First runs with the drip tape turned up a few problems like installation depth and leaks, but after readjusting, the system has maintained itself throughout the growing season. There have been no sand-clogging issues due to the system’s filtration system, decreased phosphate levels are noticeable and, after some trial and error, Beiriger and Maya Ter Kuile-Miller, Cactus Hill Ag Consulting, developed a daily watering schedule meeting the crop’s basic needs, not necessarily fulfilling the entire field. The permanent drip tape struggled to irrigate the entire potato mound, which lends to an idea to combine drip tape with center pivots to ensure the field is wet enough when the tubers are planted.
“It was dry here when we started,” Miller said. “This is a true drip project. No sprinklers were used to improve the soil profile.” There was also little organic matter in the soil to act as a wicking agent, she said. If grain would have been grown last season instead of potatoes, the soil might have been more prepared to handle the new system.
Next year, Beiriger will use the system again, but in a barley trial. Miller said she believed the grain quality would improve based on the relationship between barely, irrigation and potential plant discoloration.
“Adjust your thinking,” said Jim Beirgier. “It’s a worthwhile project. I think it should expand from here.”
Christensen installed both permanent and temporary drip lines on 15 acres near Center, half of which is in permanent drip, buried 13 inches underground, and the other temporary, buried two to three inches under the soil. He is growing five acres of Norkotah potatoes, five acres of Yukon Gold, four acres of CO99 100s and one acre of Classics. The Norkotah and Yukon Gold varieties are performing the best; and he has salvaged 20 percent of his water, using less than 17 inches; applied only one fungicidal treatment versus three or four and applied only 105 units of nitrogen versus upwards of 200 on land fallowed for the last 20 years.

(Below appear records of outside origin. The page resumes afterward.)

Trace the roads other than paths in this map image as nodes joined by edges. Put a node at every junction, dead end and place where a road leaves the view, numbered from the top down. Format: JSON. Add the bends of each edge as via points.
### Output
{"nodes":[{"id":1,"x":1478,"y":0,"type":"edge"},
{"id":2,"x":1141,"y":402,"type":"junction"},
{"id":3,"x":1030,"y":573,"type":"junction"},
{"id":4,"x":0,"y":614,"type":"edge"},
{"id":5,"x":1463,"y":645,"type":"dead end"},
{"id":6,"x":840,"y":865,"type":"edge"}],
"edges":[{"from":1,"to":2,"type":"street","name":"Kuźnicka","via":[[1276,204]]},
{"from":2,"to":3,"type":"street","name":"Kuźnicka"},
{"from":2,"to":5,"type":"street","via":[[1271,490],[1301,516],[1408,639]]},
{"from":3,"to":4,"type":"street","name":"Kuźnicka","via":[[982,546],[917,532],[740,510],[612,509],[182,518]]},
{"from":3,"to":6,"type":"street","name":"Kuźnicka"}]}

“You’re not going to have to use a lot of chemicals,” Christensen said.
The smaller trial experienced many of the same problems as Beiriger’s , which also included weed management. The problem inspired plans to create a rod weeder that can lift the drip tape to suppress the unwanted growth.

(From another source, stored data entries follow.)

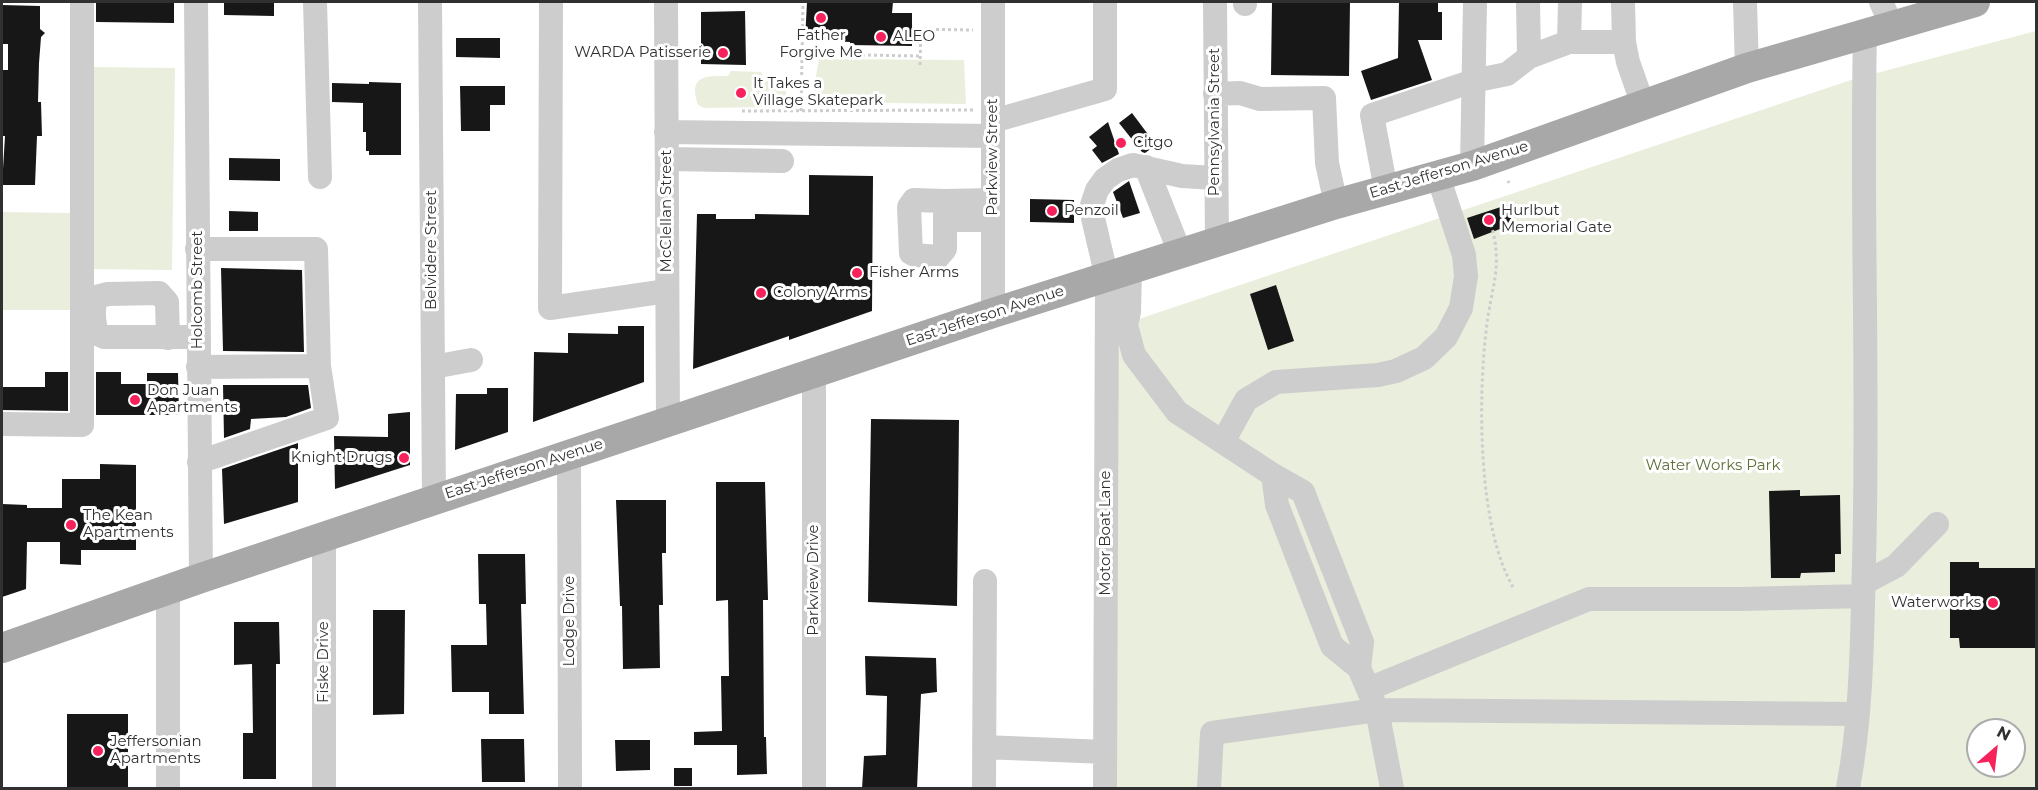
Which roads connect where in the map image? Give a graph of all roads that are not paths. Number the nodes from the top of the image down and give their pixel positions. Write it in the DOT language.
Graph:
graph roads {
  1 [pos="82,2"];
  2 [pos="196,2"];
  3 [pos="315,2"];
  4 [pos="430,2"];
  5 [pos="551,2"];
  6 [pos="666,2"];
  7 [pos="993,2"];
  8 [pos="1105,2"];
  9 [pos="1215,2"];
  10 [pos="1475,2"];
  11 [pos="1528,2"];
  12 [pos="1570,2"];
  13 [pos="1623,2"];
  14 [pos="1745,2"];
  15 [pos="1975,2"];
  16 [pos="1879,21"];
  17 [pos="1569,42"];
  18 [pos="1624,42"];
  19 [pos="1529,57"];
  20 [pos="1747,68"];
  21 [pos="1473,81"];
  22 [pos="1215,94"];
  23 [pos="1643,105"];
  24 [pos="988,122"];
  25 [pos="666,132"];
  26 [pos="666,159"];
  27 [pos="782,161"];
  28 [pos="1472,166"];
  29 [pos="1146,167"];
  30 [pos="1438,176"];
  31 [pos="320,177"];
  32 [pos="1215,178"];
  33 [pos="1386,190"];
  34 [pos="1336,204"];
  35 [pos="945,210"];
  36 [pos="993,210"];
  37 [pos="1217,242"];
  38 [pos="197,249"];
  39 [pos="1180,254"];
  40 [pos="1118,274"];
  41 [pos="667,291"];
  42 [pos="993,313"];
  43 [pos="198,337"];
  44 [pos="168,338"];
  45 [pos="471,360"];
  46 [pos="319,366"];
  47 [pos="198,367"];
  48 [pos="433,367"];
  49 [pos="814,372"];
  50 [pos="668,421"];
  51 [pos="2,424"];
  52 [pos="1223,442"];
  53 [pos="569,454"];
  54 [pos="199,462"];
  55 [pos="434,500"];
  56 [pos="1937,524"];
  57 [pos="324,536"];
  58 [pos="201,578"];
  59 [pos="985,581"];
  60 [pos="1863,589"];
  61 [pos="168,590"];
  62 [pos="2,648"];
  63 [pos="1368,689"];
  64 [pos="1858,714"];
  65 [pos="984,747"];
  66 [pos="1105,752"];
  67 [pos="168,789"];
  68 [pos="324,789"];
  69 [pos="570,789"];
  70 [pos="814,789"];
  71 [pos="984,789"];
  72 [pos="1105,789"];
  73 [pos="1209,789"];
  74 [pos="1392,789"];
  75 [pos="1848,789"];
  1 -- 51 [label="street"];
  2 -- 38 [label="street, Holcomb Street"];
  3 -- 31 [label="street"];
  4 -- 48 [label="street, Belvidere Street"];
  5 -- 41 [label="street"];
  6 -- 25 [label="street, McClellan Street"];
  7 -- 24 [label="street, Parkview Street"];
  8 -- 24 [label="street"];
  9 -- 22 [label="street, Pennsylvania Street"];
  10 -- 21 [label="street"];
  11 -- 19 [label="street"];
  12 -- 17 [label="street"];
  13 -- 18 [label="street"];
  14 -- 20 [label="street"];
  15 -- 16 [label="main road, East Jefferson Avenue"];
  16 -- 20 [label="main road, East Jefferson Avenue"];
  16 -- 60 [label="street"];
  17 -- 18 [label="street"];
  17 -- 19 [label="street"];
  18 -- 23 [label="street"];
  19 -- 21 [label="street"];
  20 -- 23 [label="main road, East Jefferson Avenue"];
  21 -- 28 [label="street"];
  21 -- 33 [label="street"];
  22 -- 32 [label="street, Pennsylvania Street"];
  22 -- 34 [label="street"];
  23 -- 28 [label="main road, East Jefferson Avenue"];
  24 -- 25 [label="street"];
  24 -- 36 [label="street, Parkview Street"];
  25 -- 26 [label="street, McClellan Street"];
  26 -- 27 [label="street"];
  26 -- 41 [label="street, McClellan Street"];
  28 -- 30 [label="main road, East Jefferson Avenue"];
  29 -- 32 [label="street"];
  29 -- 39 [label="street"];
  29 -- 40 [label="street"];
  30 -- 33 [label="main road, East Jefferson Avenue"];
  30 -- 52 [label="street"];
  32 -- 37 [label="street, Pennsylvania Street"];
  33 -- 34 [label="main road, East Jefferson Avenue"];
  34 -- 37 [label="main road, East Jefferson Avenue"];
  35 -- 36 [label="street"];
  36 -- 42 [label="street, Parkview Street"];
  37 -- 39 [label="main road, East Jefferson Avenue"];
  38 -- 43 [label="street, Holcomb Street"];
  38 -- 46 [label="street"];
  39 -- 40 [label="main road, East Jefferson Avenue"];
  40 -- 42 [label="main road, East Jefferson Avenue"];
  40 -- 52 [label="street"];
  40 -- 66 [label="street, Motor Boat Lane"];
  41 -- 50 [label="street, McClellan Street"];
  42 -- 49 [label="main road, East Jefferson Avenue"];
  43 -- 44 [label="street"];
  43 -- 47 [label="street, Holcomb Street"];
  45 -- 48 [label="street"];
  46 -- 47 [label="street"];
  46 -- 54 [label="street"];
  47 -- 54 [label="street, Holcomb Street"];
  48 -- 55 [label="street, Belvidere Street"];
  49 -- 50 [label="main road, East Jefferson Avenue"];
  49 -- 70 [label="street, Parkview Drive"];
  50 -- 53 [label="main road, East Jefferson Avenue"];
  52 -- 63 [label="street"];
  53 -- 55 [label="main road, East Jefferson Avenue"];
  53 -- 69 [label="street, Lodge Drive"];
  54 -- 58 [label="street, Holcomb Street"];
  55 -- 57 [label="main road, East Jefferson Avenue"];
  56 -- 60 [label="street"];
  57 -- 58 [label="main road, East Jefferson Avenue"];
  57 -- 68 [label="street, Fiske Drive"];
  58 -- 61 [label="main road, East Jefferson Avenue"];
  59 -- 65 [label="street"];
  60 -- 63 [label="street"];
  60 -- 64 [label="street"];
  61 -- 62 [label="main road, East Jefferson Avenue"];
  61 -- 67 [label="street"];
  63 -- 64 [label="street"];
  63 -- 73 [label="street"];
  63 -- 74 [label="street"];
  64 -- 75 [label="street"];
  65 -- 66 [label="street"];
  65 -- 71 [label="street"];
  66 -- 72 [label="street, Motor Boat Lane"];
}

Although the Valley producers are experiencing water savings, drip tape is not particularly marketed for its water saving capabilities.
“It’s a production tool, not a water conservation tool,” said Netafim USA agronomist Danny Sosebee, another project sponsor. “It is the tool we are producing the crop with.”
Missed irrigations, he added , add up quick and could theoretically put a field using the system costing between $12,000 and $15,000 per 120 acres in a drought-like situation in a few days.
“Drip gives you a lot more knobs to turn,” Sosebee said. “And, it is a learning process.”